[Opening The records section]

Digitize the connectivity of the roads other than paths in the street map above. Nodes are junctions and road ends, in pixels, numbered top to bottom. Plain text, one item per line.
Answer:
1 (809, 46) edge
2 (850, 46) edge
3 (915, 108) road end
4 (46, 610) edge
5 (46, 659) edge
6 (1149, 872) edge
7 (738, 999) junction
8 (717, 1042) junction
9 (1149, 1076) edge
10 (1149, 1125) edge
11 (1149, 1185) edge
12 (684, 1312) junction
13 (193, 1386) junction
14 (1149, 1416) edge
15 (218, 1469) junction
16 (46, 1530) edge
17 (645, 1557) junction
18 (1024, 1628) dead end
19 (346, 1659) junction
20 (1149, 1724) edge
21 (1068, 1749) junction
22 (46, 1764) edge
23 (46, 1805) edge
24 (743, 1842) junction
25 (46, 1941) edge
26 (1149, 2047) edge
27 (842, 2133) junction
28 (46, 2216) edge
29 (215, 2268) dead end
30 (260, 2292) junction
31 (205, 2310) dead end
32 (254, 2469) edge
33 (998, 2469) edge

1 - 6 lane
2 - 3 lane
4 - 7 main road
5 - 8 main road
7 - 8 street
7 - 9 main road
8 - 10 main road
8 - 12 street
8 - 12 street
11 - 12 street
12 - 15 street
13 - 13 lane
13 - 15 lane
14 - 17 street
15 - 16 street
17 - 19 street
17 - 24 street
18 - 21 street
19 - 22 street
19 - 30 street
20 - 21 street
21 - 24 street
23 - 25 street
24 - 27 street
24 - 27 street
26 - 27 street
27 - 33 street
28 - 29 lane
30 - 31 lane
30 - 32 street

[Closing The records section]

• [What you are asked to do]: The answer is the full set of records above, repeated exactly.

• [Result below]:
Digitize the connectivity of the roads other than paths in the street map above. Nodes are junctions and road ends, in pixels, numbered top to bottom. Plain text, one item per line.
Answer:
1 (809, 46) edge
2 (850, 46) edge
3 (915, 108) road end
4 (46, 610) edge
5 (46, 659) edge
6 (1149, 872) edge
7 (738, 999) junction
8 (717, 1042) junction
9 (1149, 1076) edge
10 (1149, 1125) edge
11 (1149, 1185) edge
12 (684, 1312) junction
13 (193, 1386) junction
14 (1149, 1416) edge
15 (218, 1469) junction
16 (46, 1530) edge
17 (645, 1557) junction
18 (1024, 1628) dead end
19 (346, 1659) junction
20 (1149, 1724) edge
21 (1068, 1749) junction
22 (46, 1764) edge
23 (46, 1805) edge
24 (743, 1842) junction
25 (46, 1941) edge
26 (1149, 2047) edge
27 (842, 2133) junction
28 (46, 2216) edge
29 (215, 2268) dead end
30 (260, 2292) junction
31 (205, 2310) dead end
32 (254, 2469) edge
33 (998, 2469) edge

1 - 6 lane
2 - 3 lane
4 - 7 main road
5 - 8 main road
7 - 8 street
7 - 9 main road
8 - 10 main road
8 - 12 street
8 - 12 street
11 - 12 street
12 - 15 street
13 - 13 lane
13 - 15 lane
14 - 17 street
15 - 16 street
17 - 19 street
17 - 24 street
18 - 21 street
19 - 22 street
19 - 30 street
20 - 21 street
21 - 24 street
23 - 25 street
24 - 27 street
24 - 27 street
26 - 27 street
27 - 33 street
28 - 29 lane
30 - 31 lane
30 - 32 street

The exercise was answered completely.